Ein solcher Auflösungsgrund könnte hier darin liegen, daß die Beklagte aus der gegenständlichen Wohnung ausgezogen ist und keinen Bedarf mehr daran hat. Auch darüber fehlen noch Feststellungen. Die Beklagte hat nur zugestanden, daß sie die Wohnung kurzfristig in der kalten Jahreszeit nicht bewohne, weil ihr der Kläger Wasser und Heizung abgedreht habe.
Sollte die Klägerin kein Wohnungsrecht nachweisen können, wäre aber noch zu prüfen, ob ihren Kindern aus erster Ehe ein solches eingeräumt wurde.
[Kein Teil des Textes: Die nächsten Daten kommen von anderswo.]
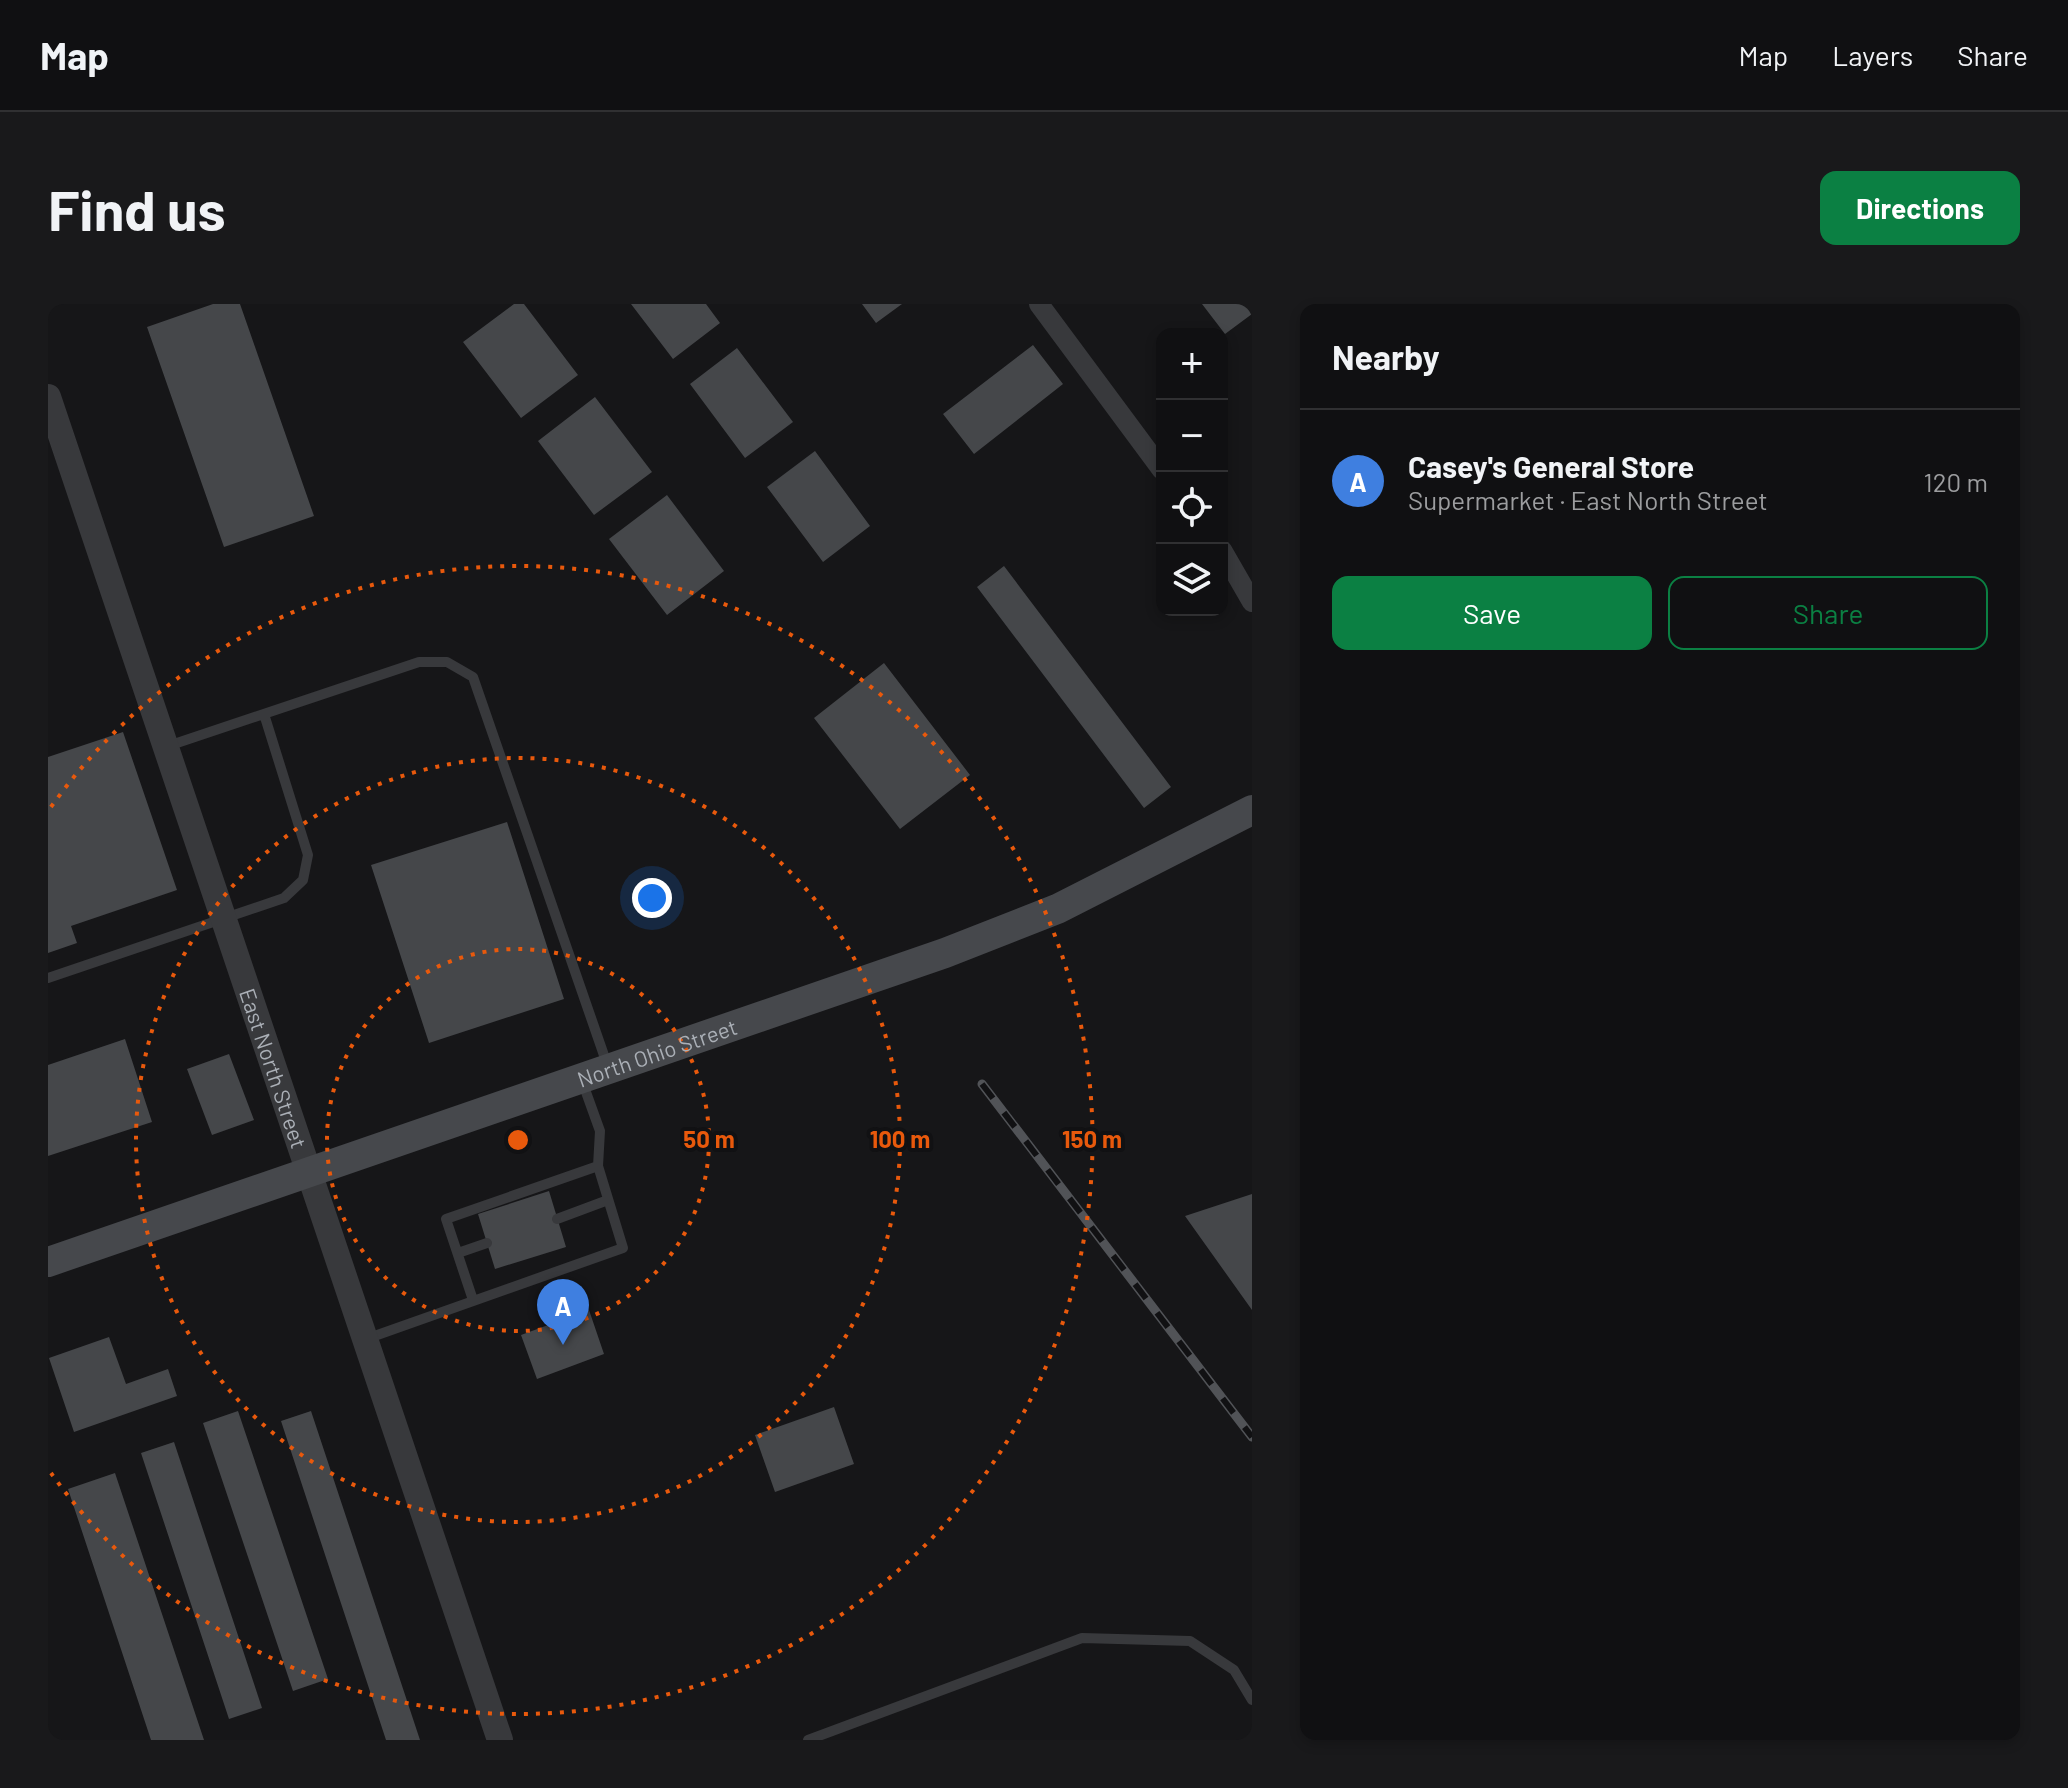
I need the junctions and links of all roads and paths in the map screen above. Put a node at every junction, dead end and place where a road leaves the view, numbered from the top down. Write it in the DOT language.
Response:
graph roads {
  1 [pos="1039,304"];
  2 [pos="48,397"];
  3 [pos="1156,462"];
  4 [pos="1228,560"];
  5 [pos="1252,602"];
  6 [pos="264,714"];
  7 [pos="167,747"];
  8 [pos="1252,810"];
  9 [pos="225,920"];
  10 [pos="48,978"];
  11 [pos="595,1074"];
  12 [pos="598,1166"];
  13 [pos="311,1172"];
  14 [pos="608,1200"];
  15 [pos="557,1219"];
  16 [pos="487,1243"];
  17 [pos="458,1253"];
  18 [pos="48,1262"];
  19 [pos="473,1300"];
  20 [pos="366,1339"];
  21 [pos="1252,1700"];
  22 [pos="500,1740"];
  23 [pos="808,1740"];
  1 -- 3 [label="street"];
  2 -- 7 [label="street, East North Street"];
  4 -- 5 [label="street"];
  6 -- 7 [label="lane"];
  6 -- 9 [label="lane"];
  6 -- 11 [label="lane"];
  7 -- 9 [label="street, East North Street"];
  8 -- 11 [label="main road, North Ohio Street"];
  9 -- 10 [label="lane"];
  9 -- 13 [label="street, East North Street"];
  11 -- 12 [label="lane"];
  11 -- 13 [label="main road, North Ohio Street"];
  12 -- 14 [label="lane"];
  12 -- 17 [label="lane"];
  13 -- 18 [label="main road, North Ohio Street"];
  13 -- 20 [label="street, East North Street"];
  14 -- 15 [label="lane"];
  14 -- 19 [label="lane"];
  16 -- 17 [label="lane"];
  17 -- 19 [label="lane"];
  19 -- 20 [label="lane"];
  20 -- 22 [label="street, East North Street"];
  21 -- 23 [label="lane"];
}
Da Wohnungsberechtigten die Aufnahme von Familienangehörigen im Zweifel gestattet ist (vgl Petrasch in Rummel aaO Rz 4 zu § 521 ABGB), könnte sich die Beklagte, sofern sie die Wohnung noch mit ihren Kindern aus erster Ehe benützt, auch auf das Wohnungsrecht ihrer Kinder berufen. Die Frage aber, ob den Kindern der Beklagten neben der Klägerin ein gesondertes Wohnungsrecht zusteht, muß im weiteren Verfahren nicht geprüft werden, weil ein allenfalls gegen die Beklagte ergehender Exekutiontitel auf Räumung gegen die Kinder der Beklagten dann nicht durchgesetzt werden könnte, wenn die Kinder eigene Wohnungsrechte hätten.
Dem Rekurs war somit ein Erfolg zu versagen.
Die Entscheidung über die Kosten des Rekursverfahrens gründet sich auf § 52 Abs 1 ZPO.